Memphis Light, Gas and Water (MLGW) found no detectable traces of arsenic or lead in drinking-water wells close to where the TVA found groundwater toxins.

Plans emerged for a 108-unit apartment complex to be built on the corner of Madison and McLean.

Chicago-based Studio Gang unveiled its plan for a connected Memphis riverfront.

Terrence Patterson resigned his post as president and CEO of the Downtown Memphis Commission (DMC).

Restaurateur Ronnie Grisanti passed away.

AUGUST

Memphis in May brought a $111.9 million economic impact to Memphis.

Tennessee Gov. Bill Haslam urged members of the Tennessee Historical Commission (THC) to act on Memphis' request to remove the statue of Nathan Bedford Forrest.

Crosstown Concourse opens.

Graceland leaders proposed a new $50 million, 6,200-seat arena. Though, the leaders pulled the proposal after pressure from the Memphis Grizzlies.

Memphis City Council members were presented four options for the removal of the Nathan Bedford Forrest and Jefferson Davis

Protestors held rallies around the Nathan Bedford Forrest statue.

City officials re-opened a planning process for the Mid-South Fairgrounds.

Plans were revealed for a $70 million project to turn historic properties in the Edge district into residence, office, and retail spaces.

SEPTEMBER

The Tennessee Historic Commission (THC) said it would not vote on removing the Nathan Bedford Forrest statue during its October meeting.

Gary Rosenfeld was named MATA's new CEO.

Memphis Brooks Museum of Art officials announced that they were considering moving the museum from its 101-year home in Overton Park.

Loeb Properties got a $3.3 million tax break to build a $24.2 million hotel in Overton Square.

More than 150 faith leaders signed a letter supporting the removal of the Nathan Bedford Forrest statue.

Renovation work began on the Cook Convention Center after the council approved $21 million for the project.

MLGW officials said some 40,000 homes and businesses lost power in the wake of Tropical Depression Harvey.

OCTOBER

Memphis College of Art (MCA) officials announced the school would close.

Amazon won $15 million in tax breaks for a distribution center that would employ 600.

The city council called for backup plans if the city's waiver with the THC was voted down.

A freshwater aquarium was pitched as a new attraction for Mud Island River Park, as the council considered a tourism development zone (TDZ).

The THC voted down Memphis' waiver request to remove the Nathan Bedford Forrest statue.

The University of Memphis started construction of a land bridge, amphitheater, and parking garage, part of its $66 million Master Campus Plan.

A new advisory team was announced to lead the project to expand the zoo's parking lot and end Greensward parking.

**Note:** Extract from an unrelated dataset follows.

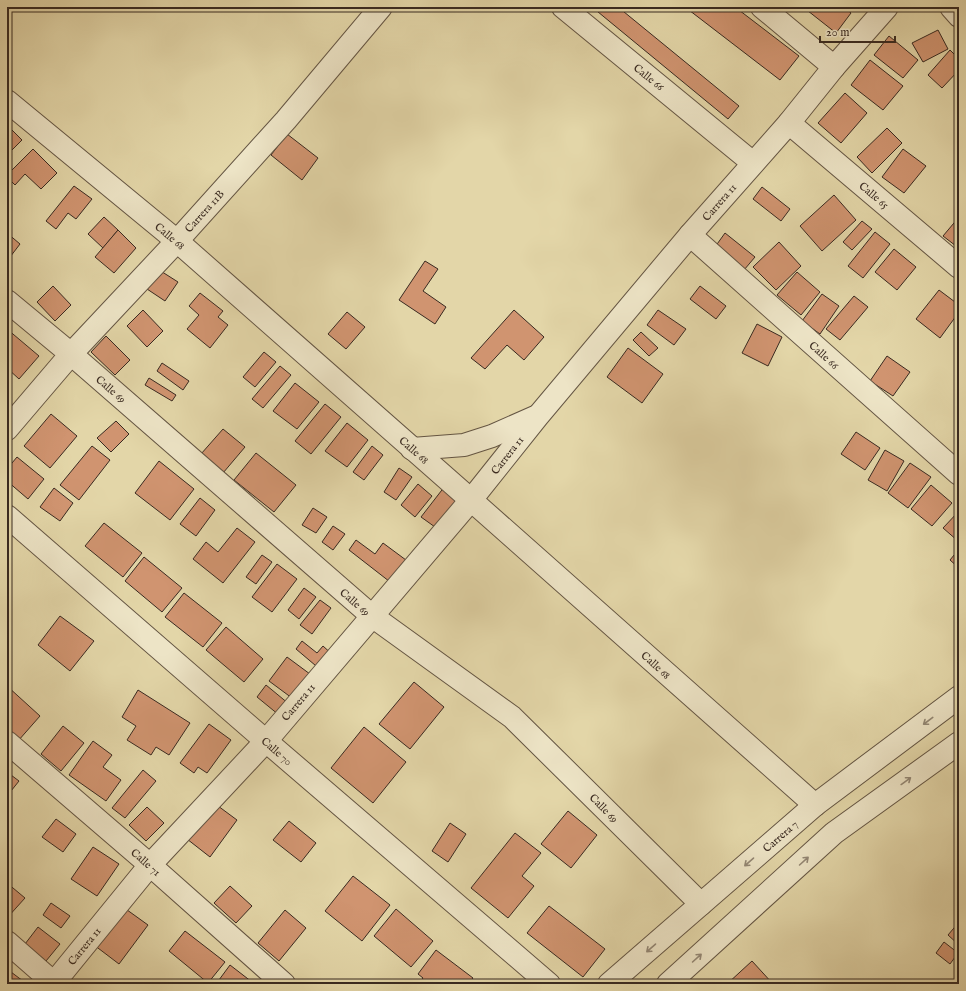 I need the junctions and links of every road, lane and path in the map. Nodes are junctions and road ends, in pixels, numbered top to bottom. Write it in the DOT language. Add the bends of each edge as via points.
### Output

The city council offered Amazon $50 million if would locate its new headquarters here.

NOVEMBER

Bill Cosby's star was removed from the sidewalk in front of the Orpheum Theatre.

Council members weighed a move to allow open containers of alcohol on Main Street.

An adminstrative judge was set hear the city's request to move the Nathan Bedford Forrest statue. The council asked the mayor for a back-up plan.

MLGW announced new, higher utility rates for 2018.

Jennifer Oswalt was chosen as the new president and CEO of the DMC.

Elvis Presley Enterprises said it would challenge the Memphis Grizzlies' non-compete agreement that is blocking it from adding a concert hall to Graceland.

Owners of the Windjammer Restaurant and Lounge announced it would close.

The council ended the Beale Street Bucks program.

City officials said they would mothball the Mid-South Coliseum in a new, $160 million redevelopment project that would transform the Mid-South Fairgrounds as a youth sports destination.

DECEMBER

Trump priorities fueled the arrest of 20 undocumented workers here.

Ground broke on the I Am A Man Plaza.

Billy R. Turner was indicted for the Lorenzen Wright murder. Wright's wife, Sherra, was also arrested in connection to the crime.

MATA said the return of the vintage, steel-wheeled trolley will be delayed until April 2018.

Statues of Nathan Bedford Forrest and Jefferson Davis came down after city officials sell Health Sciences Park and Memphis Park to a nonprofit group.